Lembraste quando eu te disse que gostava muito que me levasses a Santiago de Compostela? Tu respondeste-me que estavas farto de lá ir, quase todos os anos ias lá. Acabaste por me levar e realmente tudo o que me contavas sobre a cidade era verdade, as pessoas, os monumentos,  a Catedral , as lojas onde vendiam as bruxinhas. Ela mostrou-me uma foto de vocês  dois abraçados, em frente à Catedral, e outra onde estão a almoçar em Vigo.
Afonso não conseguia conter um sorriso sarcástico, Teresa fora real e inocentemente apanhada numa teia montada por Marta. O que o deixava intrigado era não só o motivo de tamanho enredo, como os personagens que se envolviam nesse mesmo enredo, os supostos pais que nunca conhecera, a amiga, a criança... quem seria? Seria ela filha de Marta?
Pensou talvez filha da amiga de que ela se fazia acompanhar. Como poderia existir alguém com tamanha malvadez e sem escrúpulos como Marta capaz de uma proeza tão maléfica. E com que propósito? O de não o deixar ficar em paz com nenhuma mulher? Seria só isso? Ou Marta ainda estaria no princípio de uma enorme, complicada e ignóbil teia, com motivos ainda mais negros por descobrir? Isso já não só o intrigava, como o assustava, e isso fazia com que se apoderasse dele uma raiva que a muito custo continha.
Tentou com alguma dificuldade, fazer entender a Teresa que tudo isso não passava de uma jogada suja de Marta, as fotografias eram verdadeiras, só que tiradas depois do seu divórcio. Quanto aos pormenores que os pais dela lhe confirmaram, eram fáceis de perceber, pois as pessoas que Marta tinha contactado, os casos que ele próprio lhe tinha contado, tudo isso Marta juntara de tal forma que parecia verdadeiro aos olhos de qualquer um.

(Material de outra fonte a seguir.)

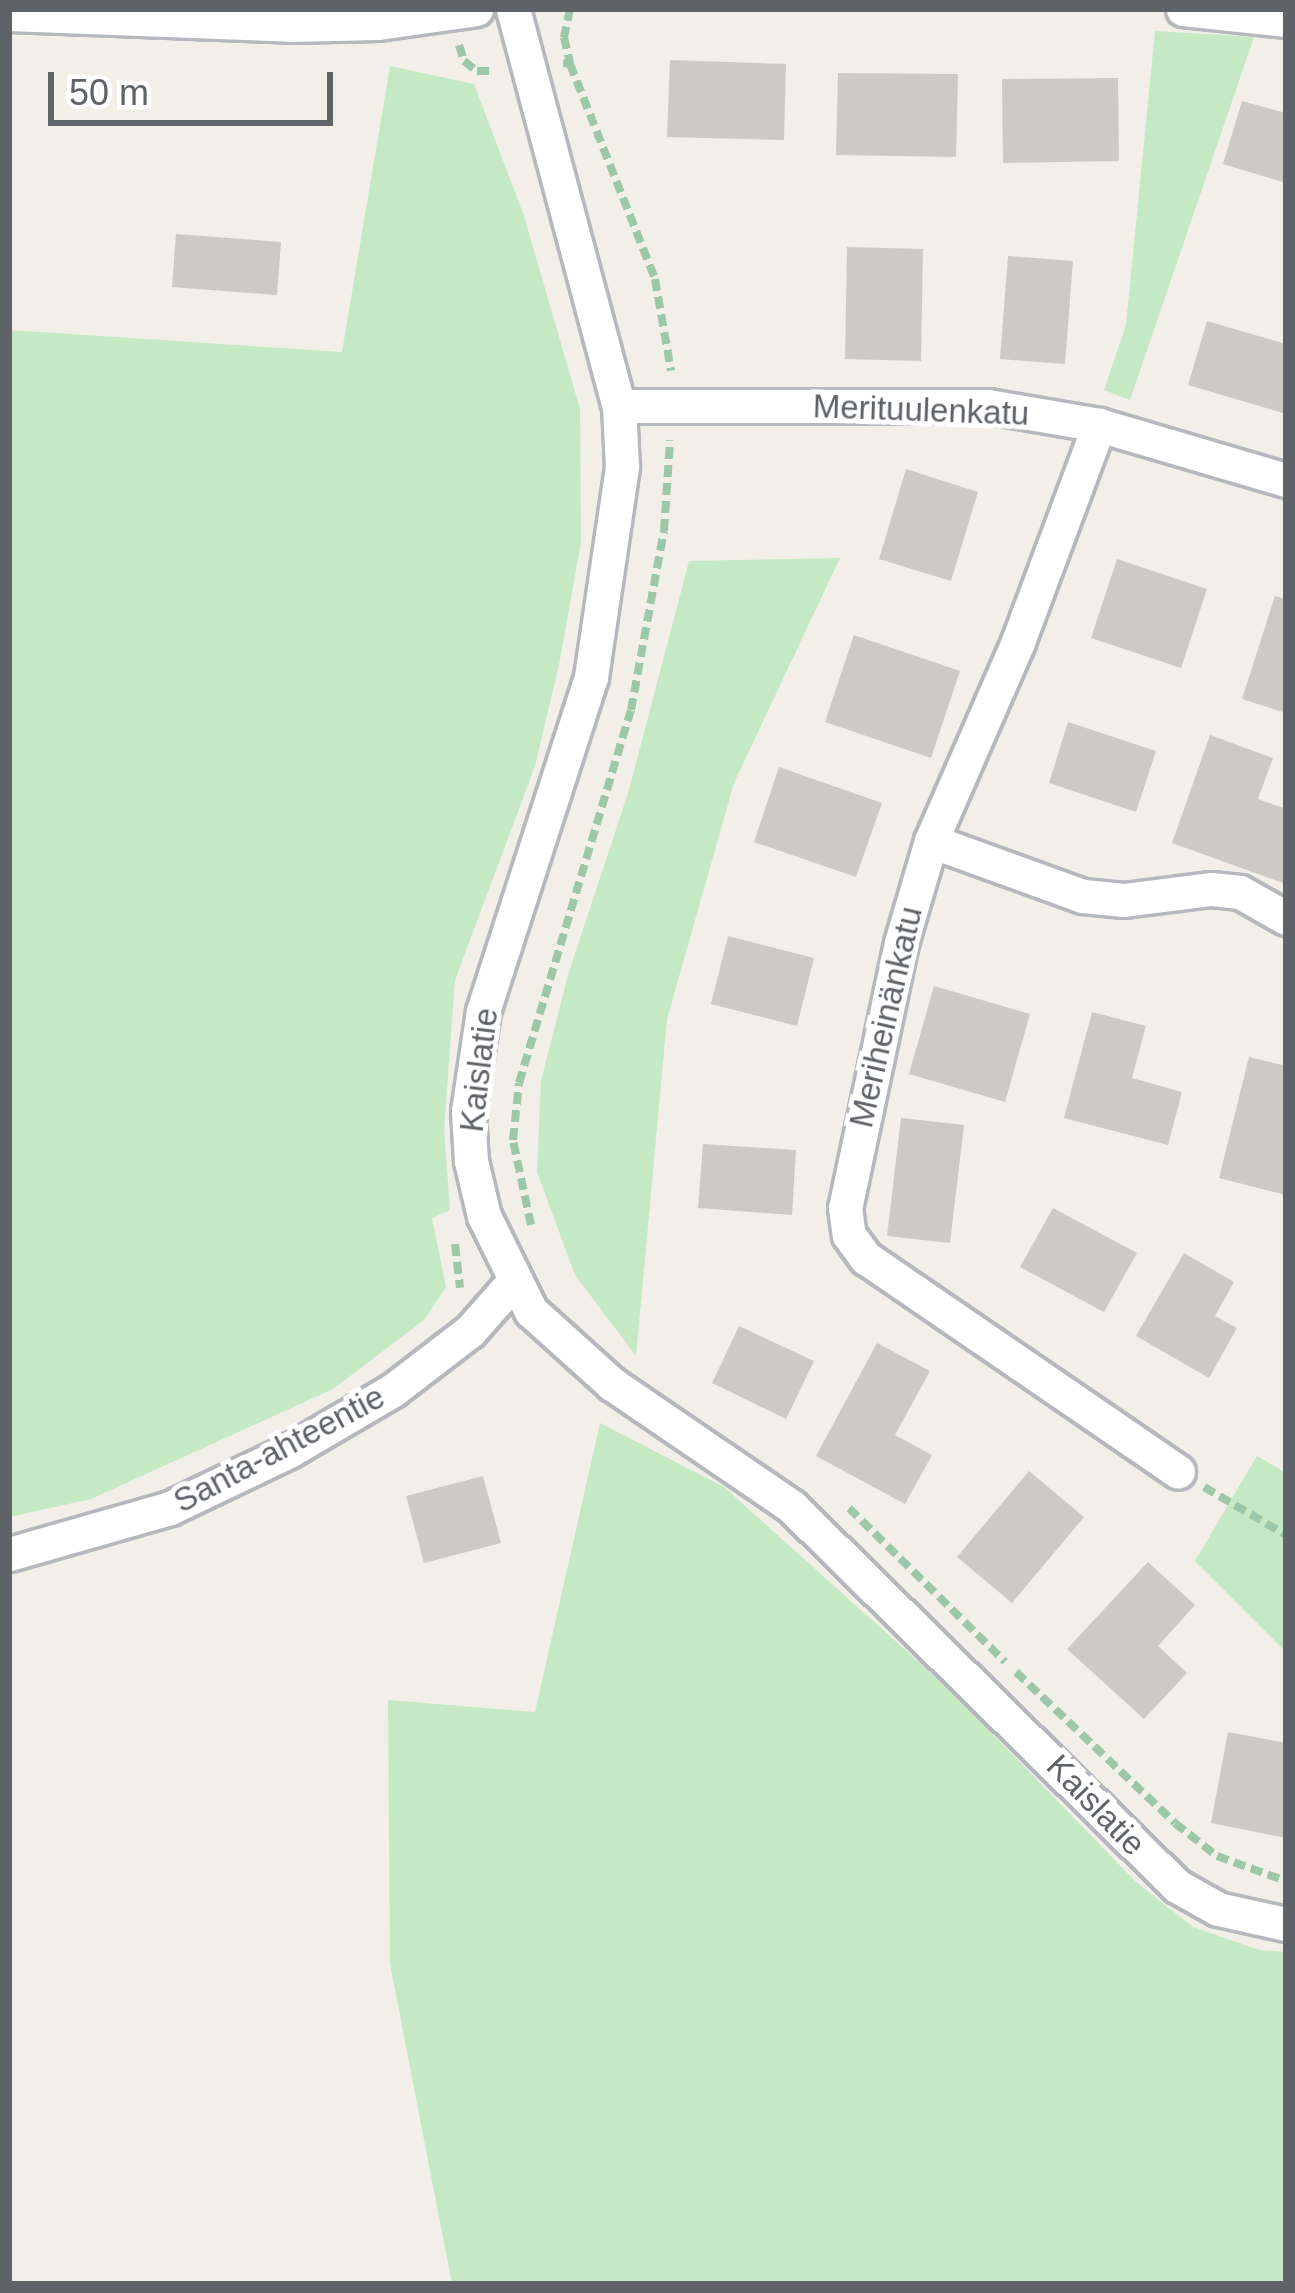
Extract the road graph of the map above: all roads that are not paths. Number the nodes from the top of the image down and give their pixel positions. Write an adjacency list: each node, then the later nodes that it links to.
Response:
1 (476, 9): 4 (street)
2 (514, 9): 6 (street, Kaislatie)
3 (1183, 9): 5 (street)
4 (9, 14)
5 (1286, 20)
6 (619, 406): 7 (street, Merituulenkatu); 11 (street, Kaislatie)
7 (1100, 425): 8 (street, Merituulenkatu); 9 (street, Meriheinänkatu)
8 (1286, 480)
9 (931, 841): 10 (street); 12 (street, Meriheinänkatu)
10 (1286, 918)
11 (514, 1281): 13 (street, Santa-ahteentie); 14 (street, Kaislatie)
12 (1178, 1472)
13 (9, 1553)
14 (1286, 1924)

Teresa secou as lágrimas, meio envergonhada ao acabar de entender que tinha caído numa grande e maléfica cilada e também por ter contado de forma indecente, uma série de mentiras sobre  Afonso.

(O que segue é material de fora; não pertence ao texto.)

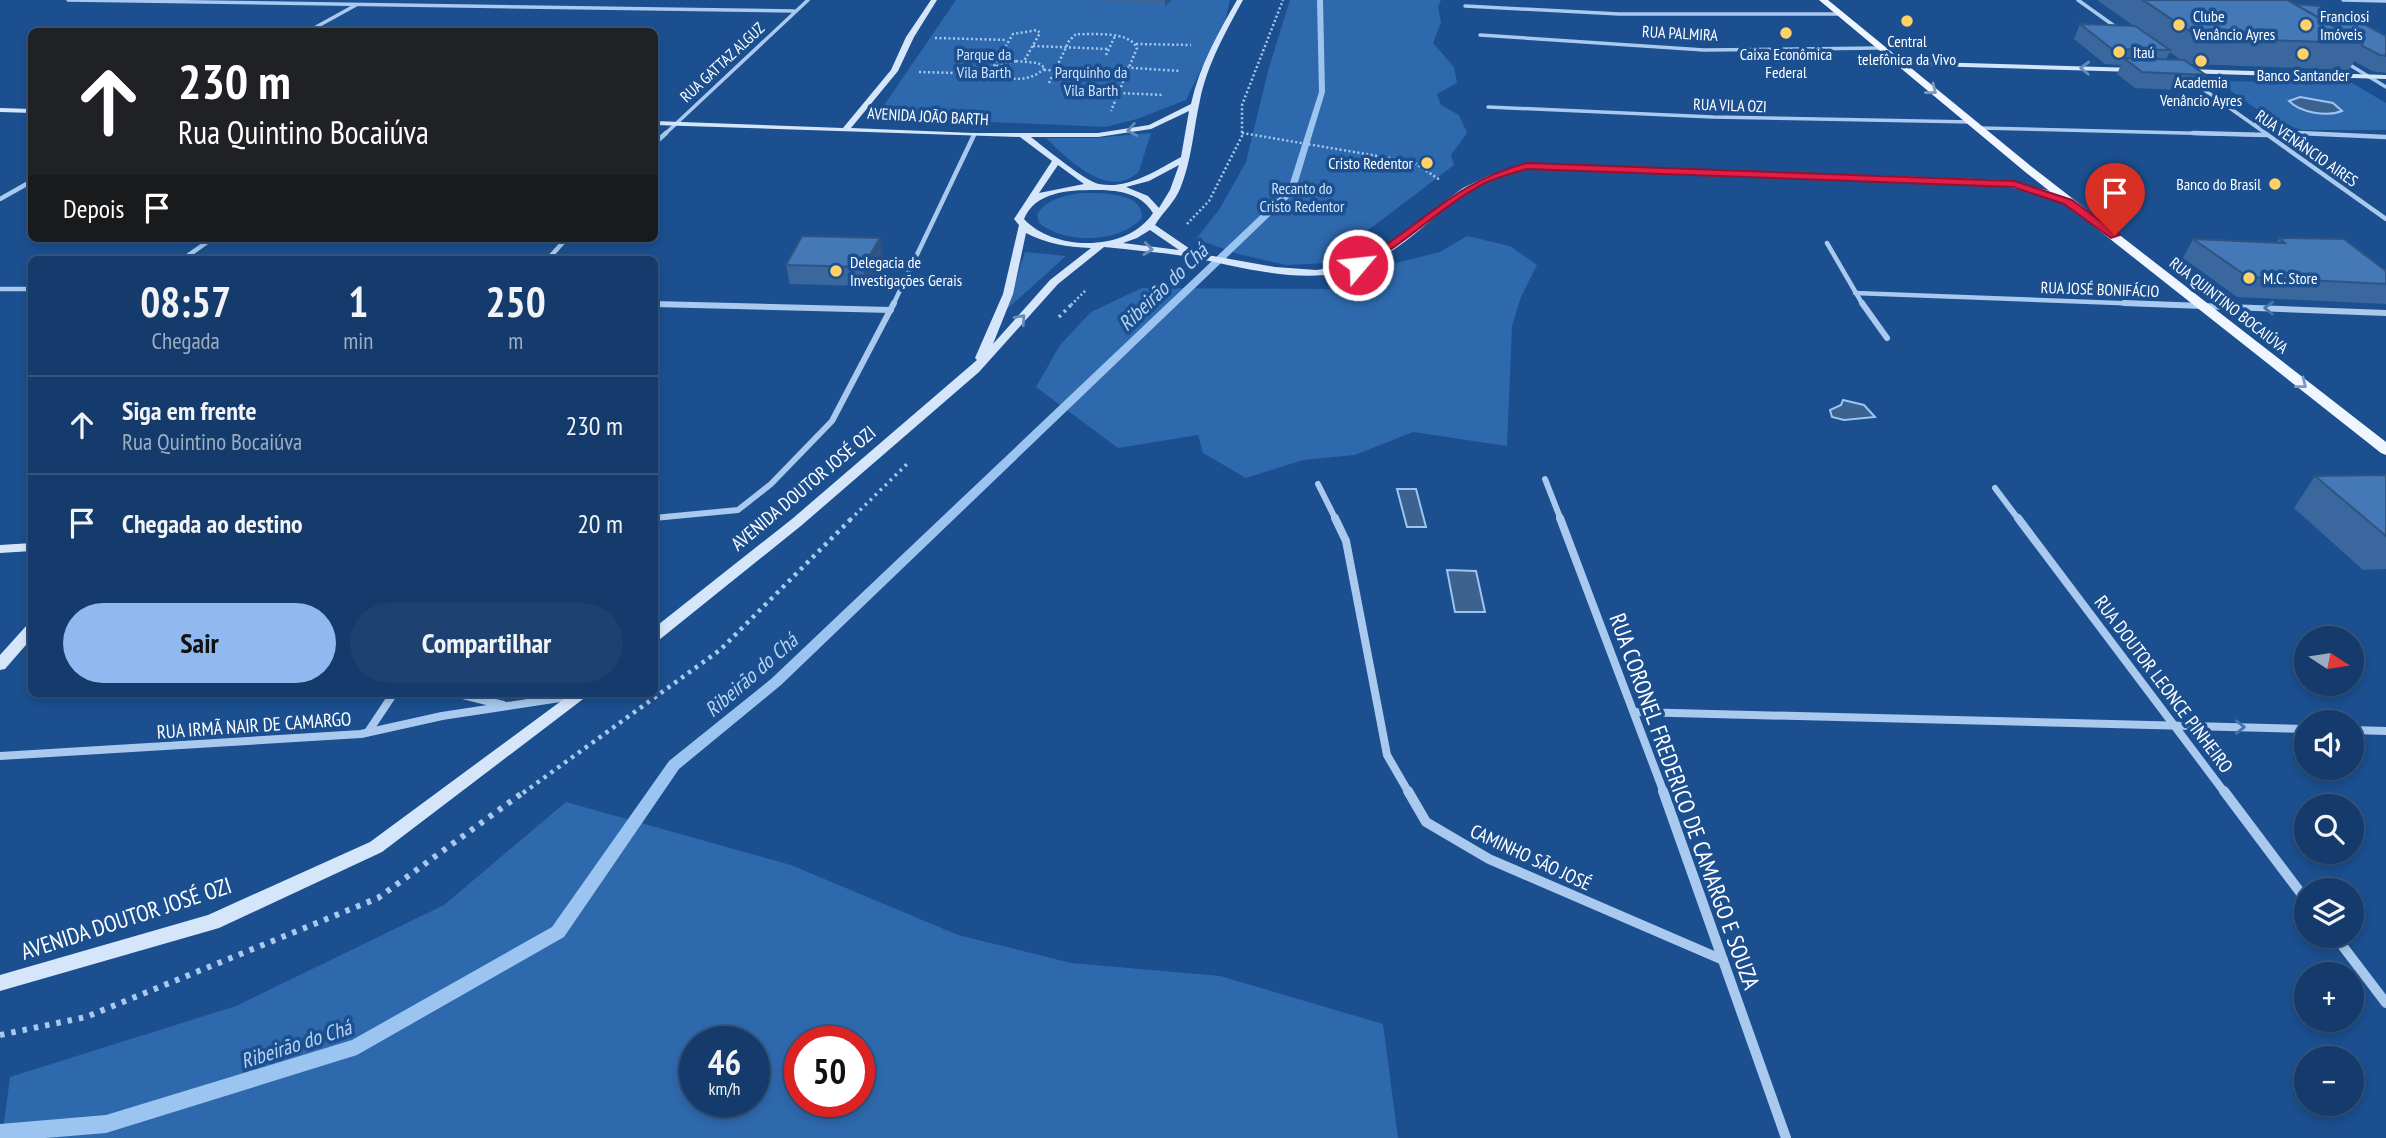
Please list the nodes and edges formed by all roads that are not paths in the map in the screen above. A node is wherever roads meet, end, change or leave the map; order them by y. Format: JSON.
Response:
{"nodes":[{"id":1,"x":68,"y":0,"type":"edge"},
{"id":2,"x":365,"y":0,"type":"edge"},
{"id":3,"x":808,"y":0,"type":"edge"},
{"id":4,"x":934,"y":0,"type":"edge"},
{"id":5,"x":1240,"y":0,"type":"edge"},
{"id":6,"x":1823,"y":0,"type":"edge"},
{"id":7,"x":2078,"y":0,"type":"edge"},
{"id":8,"x":2343,"y":0,"type":"edge"},
{"id":9,"x":2386,"y":1,"type":"edge"},
{"id":10,"x":358,"y":4,"type":"junction"},
{"id":11,"x":1465,"y":6,"type":"dead end"},
{"id":12,"x":794,"y":12,"type":"junction"},
{"id":13,"x":1838,"y":14,"type":"junction"},
{"id":14,"x":314,"y":28,"type":"edge"},
{"id":15,"x":2122,"y":32,"type":"edge"},
{"id":16,"x":1480,"y":35,"type":"dead end"},
{"id":17,"x":1879,"y":48,"type":"junction"},
{"id":18,"x":2335,"y":56,"type":"edge"},
{"id":19,"x":1897,"y":63,"type":"junction"},
{"id":20,"x":2147,"y":70,"type":"edge"},
{"id":21,"x":2177,"y":71,"type":"joint"},
{"id":22,"x":2368,"y":76,"type":"junction"},
{"id":23,"x":2386,"y":77,"type":"edge"},
{"id":24,"x":2386,"y":87,"type":"edge"},
{"id":25,"x":1196,"y":100,"type":"junction"},
{"id":26,"x":1488,"y":107,"type":"dead end"},
{"id":27,"x":0,"y":110,"type":"edge"},
{"id":28,"x":28,"y":111,"type":"edge"},
{"id":29,"x":2243,"y":118,"type":"junction"},
{"id":30,"x":658,"y":123,"type":"edge"},
{"id":31,"x":674,"y":123,"type":"junction"},
{"id":32,"x":1976,"y":125,"type":"junction"},
{"id":33,"x":847,"y":128,"type":"junction"},
{"id":34,"x":974,"y":135,"type":"junction"},
{"id":35,"x":1022,"y":135,"type":"junction"},
{"id":36,"x":2267,"y":135,"type":"junction"},
{"id":37,"x":2386,"y":137,"type":"edge"},
{"id":38,"x":658,"y":140,"type":"edge"},
{"id":39,"x":1187,"y":157,"type":"junction"},
{"id":40,"x":1056,"y":161,"type":"junction"},
{"id":41,"x":2028,"y":169,"type":"junction"},
{"id":42,"x":28,"y":183,"type":"edge"},
{"id":43,"x":2003,"y":183,"type":"junction"},
{"id":44,"x":1094,"y":187,"type":"junction"},
{"id":45,"x":1115,"y":188,"type":"junction"},
{"id":46,"x":0,"y":199,"type":"edge"},
{"id":47,"x":1027,"y":204,"type":"junction"},
{"id":48,"x":2080,"y":209,"type":"junction"},
{"id":49,"x":1157,"y":216,"type":"junction"},
{"id":50,"x":2386,"y":219,"type":"edge"},
{"id":51,"x":1023,"y":226,"type":"junction"},
{"id":52,"x":1151,"y":226,"type":"junction"},
{"id":53,"x":207,"y":242,"type":"edge"},
{"id":54,"x":563,"y":242,"type":"edge"},
{"id":55,"x":1827,"y":243,"type":"dead end"},
{"id":56,"x":1102,"y":244,"type":"junction"},
{"id":57,"x":1193,"y":254,"type":"junction"},
{"id":58,"x":187,"y":256,"type":"edge"},
{"id":59,"x":551,"y":256,"type":"edge"},
{"id":60,"x":0,"y":289,"type":"edge"},
{"id":61,"x":28,"y":289,"type":"edge"},
{"id":62,"x":1855,"y":293,"type":"junction"},
{"id":63,"x":658,"y":304,"type":"edge"},
{"id":64,"x":2203,"y":305,"type":"junction"},
{"id":65,"x":891,"y":310,"type":"junction"},
{"id":66,"x":2386,"y":313,"type":"edge"},
{"id":67,"x":1887,"y":338,"type":"dead end"},
{"id":68,"x":975,"y":370,"type":"junction"},
{"id":69,"x":2386,"y":450,"type":"edge"},
{"id":70,"x":1545,"y":479,"type":"dead end"},
{"id":71,"x":1318,"y":484,"type":"dead end"},
{"id":72,"x":1995,"y":488,"type":"dead end"},
{"id":73,"x":658,"y":517,"type":"edge"},
{"id":74,"x":28,"y":547,"type":"edge"},
{"id":75,"x":0,"y":549,"type":"edge"},
{"id":76,"x":28,"y":633,"type":"edge"},
{"id":77,"x":658,"y":633,"type":"edge"},
{"id":78,"x":0,"y":665,"type":"edge"},
{"id":79,"x":391,"y":697,"type":"edge"},
{"id":80,"x":471,"y":697,"type":"edge"},
{"id":81,"x":563,"y":697,"type":"edge"},
{"id":82,"x":578,"y":697,"type":"edge"},
{"id":83,"x":507,"y":706,"type":"junction"},
{"id":84,"x":1635,"y":712,"type":"junction"},
{"id":85,"x":2172,"y":726,"type":"junction"},
{"id":86,"x":2294,"y":729,"type":"edge"},
{"id":87,"x":2364,"y":730,"type":"edge"},
{"id":88,"x":2386,"y":731,"type":"edge"},
{"id":89,"x":368,"y":732,"type":"junction"},
{"id":90,"x":0,"y":756,"type":"edge"},
{"id":91,"x":2294,"y":884,"type":"edge"},
{"id":92,"x":2343,"y":948,"type":"edge"},
{"id":93,"x":1723,"y":960,"type":"junction"},
{"id":94,"x":0,"y":983,"type":"edge"},
{"id":95,"x":2386,"y":1003,"type":"edge"},
{"id":96,"x":1786,"y":1138,"type":"edge"}],
"edges":[{"from":1,"to":10,"type":"street"},
{"from":2,"to":10,"type":"street"},
{"from":3,"to":12,"type":"street","name":"RUA GATTAZ ALGUZ"},
{"from":4,"to":33,"type":"main road"},
{"from":5,"to":25,"type":"main road"},
{"from":6,"to":13,"type":"main road","name":"RUA QUINTINO BOCAIÚVA"},
{"from":7,"to":15,"type":"street"},
{"from":8,"to":9,"type":"street"},
{"from":10,"to":12,"type":"street"},
{"from":10,"to":14,"type":"street"},
{"from":11,"to":13,"type":"street"},
{"from":12,"to":31,"type":"street","name":"RUA GATTAZ ALGUZ"},
{"from":13,"to":17,"type":"main road","name":"RUA QUINTINO BOCAIÚVA"},
{"from":16,"to":17,"type":"street","name":"RUA PALMIRA"},
{"from":17,"to":19,"type":"main road","name":"RUA QUINTINO BOCAIÚVA"},
{"from":18,"to":22,"type":"street"},
{"from":20,"to":19,"type":"main road","one_way":true},
{"from":19,"to":32,"type":"main road","name":"RUA QUINTINO BOCAIÚVA","one_way":true},
{"from":21,"to":22,"type":"main road"},
{"from":21,"to":29,"type":"street","name":"RUA VENÂNCIO AIRES"},
{"from":22,"to":23,"type":"main road"},
{"from":22,"to":24,"type":"street"},
{"from":25,"to":35,"type":"main road","name":"AVENIDA JOÃO BARTH","one_way":true},
{"from":25,"to":39,"type":"main road"},
{"from":26,"to":32,"type":"street","name":"RUA VILA OZI"},
{"from":27,"to":28,"type":"main road"},
{"from":29,"to":36,"type":"street","name":"RUA VENÂNCIO AIRES"},
{"from":29,"to":37,"type":"street"},
{"from":30,"to":31,"type":"main road","name":"AVENIDA JOÃO BARTH"},
{"from":31,"to":33,"type":"main road","name":"AVENIDA JOÃO BARTH"},
{"from":31,"to":38,"type":"street","name":"RUA GATTAZ ALGUZ"},
{"from":32,"to":36,"type":"street","name":"RUA VILA OZI"},
{"from":32,"to":41,"type":"main road","name":"RUA QUINTINO BOCAIÚVA"},
{"from":33,"to":34,"type":"main road","name":"AVENIDA JOÃO BARTH"},
{"from":34,"to":35,"type":"main road","name":"AVENIDA JOÃO BARTH"},
{"from":34,"to":65,"type":"street"},
{"from":35,"to":40,"type":"main road"},
{"from":36,"to":50,"type":"street","name":"RUA VENÂNCIO AIRES"},
{"from":39,"to":45,"type":"main road"},
{"from":39,"to":49,"type":"main road"},
{"from":40,"to":44,"type":"main road"},
{"from":40,"to":47,"type":"main road"},
{"from":41,"to":43,"type":"main road"},
{"from":41,"to":48,"type":"main road","name":"RUA QUINTINO BOCAIÚVA"},
{"from":42,"to":46,"type":"street"},
{"from":43,"to":48,"type":"main road"},
{"from":43,"to":57,"type":"main road"},
{"from":44,"to":45,"type":"main road"},
{"from":44,"to":47,"type":"main road"},
{"from":45,"to":49,"type":"main road"},
{"from":47,"to":51,"type":"main road","name":"AVENIDA DOUTOR JOSÉ OZI"},
{"from":48,"to":64,"type":"main road","name":"RUA QUINTINO BOCAIÚVA"},
{"from":49,"to":52,"type":"main road"},
{"from":51,"to":56,"type":"main road"},
{"from":51,"to":68,"type":"main road","name":"AVENIDA DOUTOR JOSÉ OZI"},
{"from":52,"to":56,"type":"main road"},
{"from":52,"to":57,"type":"main road"},
{"from":53,"to":58,"type":"street"},
{"from":54,"to":59,"type":"street"},
{"from":55,"to":62,"type":"street"},
{"from":56,"to":57,"type":"main road","one_way":true},
{"from":68,"to":56,"type":"main road","name":"AVENIDA DOUTOR JOSÉ OZI","one_way":true},
{"from":60,"to":61,"type":"street"},
{"from":62,"to":64,"type":"street","name":"RUA JOSÉ BONIFÁCIO"},
{"from":62,"to":67,"type":"street"},
{"from":63,"to":65,"type":"street"},
{"from":66,"to":64,"type":"street","name":"RUA JOSÉ BONIFÁCIO","one_way":true},
{"from":64,"to":69,"type":"main road","name":"RUA QUINTINO BOCAIÚVA","one_way":true},
{"from":65,"to":73,"type":"street"},
{"from":68,"to":77,"type":"main road","name":"AVENIDA DOUTOR JOSÉ OZI"},
{"from":70,"to":84,"type":"street","name":"RUA CORONEL FREDERICO DE CAMARGO E SOUZA"},
{"from":71,"to":93,"type":"street","name":"CAMINHO SÃO JOSÉ"},
{"from":72,"to":85,"type":"street","name":"RUA DOUTOR LEONCE PINHEIRO"},
{"from":74,"to":75,"type":"main road"},
{"from":76,"to":78,"type":"main road"},
{"from":79,"to":89,"type":"street"},
{"from":80,"to":83,"type":"street","name":"RUA IRMÃ NAIR DE CAMARGO"},
{"from":81,"to":83,"type":"street","name":"RUA IRMÃ NAIR DE CAMARGO"},
{"from":82,"to":94,"type":"main road","name":"AVENIDA DOUTOR JOSÉ OZI"},
{"from":83,"to":89,"type":"street","name":"RUA IRMÃ NAIR DE CAMARGO"},
{"from":84,"to":85,"type":"street"},
{"from":84,"to":93,"type":"street","name":"RUA CORONEL FREDERICO DE CAMARGO E SOUZA"},
{"from":85,"to":86,"type":"street","one_way":true},
{"from":85,"to":91,"type":"street","name":"RUA DOUTOR LEONCE PINHEIRO"},
{"from":87,"to":88,"type":"street"},
{"from":89,"to":90,"type":"street","name":"RUA IRMÃ NAIR DE CAMARGO"},
{"from":92,"to":95,"type":"street"},
{"from":93,"to":96,"type":"street","name":"RUA CORONEL FREDERICO DE CAMARGO E SOUZA"}]}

Não estiveram mais de dez minutos no bar, foi como se soubessem que o seu relacionamento tinha acabado ali. Qualquer hipótese de se voltarem a encontrar só mesmo por mero acaso. Não foi preciso falarem disso, Teresa percebeu-o quando pediu mais uma vez desculpas a Afonso e este mostrando-se algo desinteressado aceitou-as, levantado-se e dirigindo-se à caixa no balcão, onde pagou as três bebidas.
O empregado abriu-lhes a porta, agradecendo e desejando-lhes uma boa noite. Teresa ainda estava no passeio enquanto Afonso já atravessava a rua na direcção do seu carro, olhou por cima do ombro.
- Adeus Teresa – disse-lhe secamente, não disfarçando um pequeno sorriso irónico na despedida. Apressou o passo, não voltou a olhar para trás, a noite sentiu-a ainda mais fria, a roçar o gélido.